- Task statement -
Which lines in the data below contain the string "Villa"? Show each one.

- Supplied data -
'''

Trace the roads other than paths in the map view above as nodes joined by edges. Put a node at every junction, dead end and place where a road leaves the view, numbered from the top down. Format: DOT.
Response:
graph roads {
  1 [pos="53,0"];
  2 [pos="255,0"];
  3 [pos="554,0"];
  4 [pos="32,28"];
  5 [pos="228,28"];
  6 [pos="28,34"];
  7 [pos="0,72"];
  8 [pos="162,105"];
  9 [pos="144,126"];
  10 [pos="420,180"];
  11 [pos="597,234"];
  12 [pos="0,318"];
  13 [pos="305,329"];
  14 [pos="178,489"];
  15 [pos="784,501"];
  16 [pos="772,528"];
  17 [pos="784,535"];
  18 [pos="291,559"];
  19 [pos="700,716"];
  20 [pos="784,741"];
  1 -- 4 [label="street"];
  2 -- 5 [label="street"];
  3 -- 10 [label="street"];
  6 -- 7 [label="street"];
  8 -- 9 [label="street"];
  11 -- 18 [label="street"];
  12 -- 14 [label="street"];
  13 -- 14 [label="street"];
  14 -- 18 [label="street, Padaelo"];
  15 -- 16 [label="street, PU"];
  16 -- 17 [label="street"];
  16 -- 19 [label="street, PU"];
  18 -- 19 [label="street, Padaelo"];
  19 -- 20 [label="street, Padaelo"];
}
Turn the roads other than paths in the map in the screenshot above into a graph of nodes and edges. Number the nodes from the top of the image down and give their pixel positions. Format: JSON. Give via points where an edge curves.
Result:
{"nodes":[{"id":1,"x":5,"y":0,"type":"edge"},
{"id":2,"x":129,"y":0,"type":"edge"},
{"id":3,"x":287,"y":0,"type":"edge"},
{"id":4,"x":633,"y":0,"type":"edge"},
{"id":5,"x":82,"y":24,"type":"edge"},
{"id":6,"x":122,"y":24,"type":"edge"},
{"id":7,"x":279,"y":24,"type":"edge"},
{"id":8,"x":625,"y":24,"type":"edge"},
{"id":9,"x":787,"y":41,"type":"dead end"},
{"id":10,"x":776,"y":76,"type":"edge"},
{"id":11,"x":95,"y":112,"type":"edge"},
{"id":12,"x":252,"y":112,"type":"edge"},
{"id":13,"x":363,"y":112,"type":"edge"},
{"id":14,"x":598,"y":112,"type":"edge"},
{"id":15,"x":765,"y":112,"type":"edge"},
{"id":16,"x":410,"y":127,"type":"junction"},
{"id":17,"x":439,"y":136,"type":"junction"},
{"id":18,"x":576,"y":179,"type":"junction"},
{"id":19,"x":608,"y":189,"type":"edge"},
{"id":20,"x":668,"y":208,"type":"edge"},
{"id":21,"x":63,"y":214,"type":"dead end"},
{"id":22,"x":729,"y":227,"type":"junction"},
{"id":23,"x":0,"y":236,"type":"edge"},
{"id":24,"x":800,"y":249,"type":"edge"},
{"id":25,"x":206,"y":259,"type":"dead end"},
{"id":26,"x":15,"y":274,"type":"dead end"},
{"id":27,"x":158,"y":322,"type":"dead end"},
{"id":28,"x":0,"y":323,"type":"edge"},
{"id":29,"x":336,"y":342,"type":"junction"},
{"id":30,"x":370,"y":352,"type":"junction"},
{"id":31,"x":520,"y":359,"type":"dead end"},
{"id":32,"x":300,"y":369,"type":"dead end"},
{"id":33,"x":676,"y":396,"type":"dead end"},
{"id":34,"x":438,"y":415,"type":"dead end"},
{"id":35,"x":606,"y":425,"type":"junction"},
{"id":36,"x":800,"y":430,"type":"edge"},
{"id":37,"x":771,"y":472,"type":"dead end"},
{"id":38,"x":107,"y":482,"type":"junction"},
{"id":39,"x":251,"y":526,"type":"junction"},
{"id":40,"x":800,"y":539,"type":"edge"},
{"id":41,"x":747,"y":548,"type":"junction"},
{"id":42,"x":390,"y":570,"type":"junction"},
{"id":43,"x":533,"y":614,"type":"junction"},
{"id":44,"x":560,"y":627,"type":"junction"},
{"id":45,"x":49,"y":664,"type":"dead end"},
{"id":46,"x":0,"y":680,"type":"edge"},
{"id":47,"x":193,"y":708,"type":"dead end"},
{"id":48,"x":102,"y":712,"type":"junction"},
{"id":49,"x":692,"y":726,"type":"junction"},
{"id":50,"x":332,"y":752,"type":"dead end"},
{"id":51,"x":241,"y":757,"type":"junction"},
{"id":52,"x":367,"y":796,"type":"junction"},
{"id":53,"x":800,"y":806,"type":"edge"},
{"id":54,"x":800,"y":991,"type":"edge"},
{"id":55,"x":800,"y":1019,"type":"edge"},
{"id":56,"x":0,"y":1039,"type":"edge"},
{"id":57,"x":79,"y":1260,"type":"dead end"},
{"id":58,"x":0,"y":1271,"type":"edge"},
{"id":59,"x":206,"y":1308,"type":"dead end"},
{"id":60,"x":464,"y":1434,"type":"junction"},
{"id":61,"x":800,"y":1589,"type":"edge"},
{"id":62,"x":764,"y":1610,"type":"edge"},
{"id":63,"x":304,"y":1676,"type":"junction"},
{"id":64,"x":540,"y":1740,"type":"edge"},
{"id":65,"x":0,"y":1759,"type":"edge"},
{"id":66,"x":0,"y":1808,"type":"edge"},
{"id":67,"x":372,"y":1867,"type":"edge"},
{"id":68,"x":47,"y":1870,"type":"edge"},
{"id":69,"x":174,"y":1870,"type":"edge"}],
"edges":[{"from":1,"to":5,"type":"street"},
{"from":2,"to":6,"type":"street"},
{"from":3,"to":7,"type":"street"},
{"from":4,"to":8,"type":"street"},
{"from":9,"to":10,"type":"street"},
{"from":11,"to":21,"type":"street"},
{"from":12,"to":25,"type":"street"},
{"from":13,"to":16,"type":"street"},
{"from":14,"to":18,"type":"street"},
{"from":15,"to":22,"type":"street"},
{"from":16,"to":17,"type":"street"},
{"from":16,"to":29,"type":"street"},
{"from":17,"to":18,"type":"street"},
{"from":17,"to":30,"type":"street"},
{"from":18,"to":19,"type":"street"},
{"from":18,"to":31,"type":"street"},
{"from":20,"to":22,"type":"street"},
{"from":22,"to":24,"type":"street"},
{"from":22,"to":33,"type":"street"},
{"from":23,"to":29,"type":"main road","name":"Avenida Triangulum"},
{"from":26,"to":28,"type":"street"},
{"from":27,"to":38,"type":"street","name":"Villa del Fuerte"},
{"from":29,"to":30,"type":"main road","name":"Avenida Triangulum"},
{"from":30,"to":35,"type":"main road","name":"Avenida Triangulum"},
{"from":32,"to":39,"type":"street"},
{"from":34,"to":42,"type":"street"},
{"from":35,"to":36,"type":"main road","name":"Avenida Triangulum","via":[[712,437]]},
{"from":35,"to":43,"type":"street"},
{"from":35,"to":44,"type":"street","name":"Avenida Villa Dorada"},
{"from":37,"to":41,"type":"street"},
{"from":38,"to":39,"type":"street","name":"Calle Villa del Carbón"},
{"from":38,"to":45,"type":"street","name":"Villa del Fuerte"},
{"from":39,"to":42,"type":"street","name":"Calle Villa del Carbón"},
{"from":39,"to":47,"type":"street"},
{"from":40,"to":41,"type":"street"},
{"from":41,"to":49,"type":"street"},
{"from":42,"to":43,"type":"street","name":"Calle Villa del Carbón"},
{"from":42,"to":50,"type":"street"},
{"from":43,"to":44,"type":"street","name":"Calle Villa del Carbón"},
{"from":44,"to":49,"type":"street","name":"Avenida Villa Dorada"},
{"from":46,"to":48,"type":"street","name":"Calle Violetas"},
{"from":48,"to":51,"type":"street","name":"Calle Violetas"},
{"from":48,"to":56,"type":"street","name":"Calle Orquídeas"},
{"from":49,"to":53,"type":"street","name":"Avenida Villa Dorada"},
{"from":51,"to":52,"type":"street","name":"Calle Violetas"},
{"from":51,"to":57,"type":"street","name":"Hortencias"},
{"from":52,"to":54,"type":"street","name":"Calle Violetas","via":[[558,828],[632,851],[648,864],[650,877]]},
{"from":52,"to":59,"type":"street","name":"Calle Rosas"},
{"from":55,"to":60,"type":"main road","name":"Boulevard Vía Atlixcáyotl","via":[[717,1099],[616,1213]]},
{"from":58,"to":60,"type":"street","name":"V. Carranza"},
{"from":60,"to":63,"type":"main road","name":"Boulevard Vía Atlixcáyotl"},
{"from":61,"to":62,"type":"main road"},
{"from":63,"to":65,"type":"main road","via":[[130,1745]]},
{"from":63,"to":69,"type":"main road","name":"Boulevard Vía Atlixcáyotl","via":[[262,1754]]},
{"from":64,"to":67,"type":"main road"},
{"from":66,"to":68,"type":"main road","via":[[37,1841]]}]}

'''

- Problem solution -
{"from":27,"to":38,"type":"street","name":"Villa del Fuerte"},
{"from":35,"to":44,"type":"street","name":"Avenida Villa Dorada"},
{"from":38,"to":39,"type":"street","name":"Calle Villa del Carbón"},
{"from":38,"to":45,"type":"street","name":"Villa del Fuerte"},
{"from":39,"to":42,"type":"street","name":"Calle Villa del Carbón"},
{"from":42,"to":43,"type":"street","name":"Calle Villa del Carbón"},
{"from":43,"to":44,"type":"street","name":"Calle Villa del Carbón"},
{"from":44,"to":49,"type":"street","name":"Avenida Villa Dorada"},
{"from":49,"to":53,"type":"street","name":"Avenida Villa Dorada"},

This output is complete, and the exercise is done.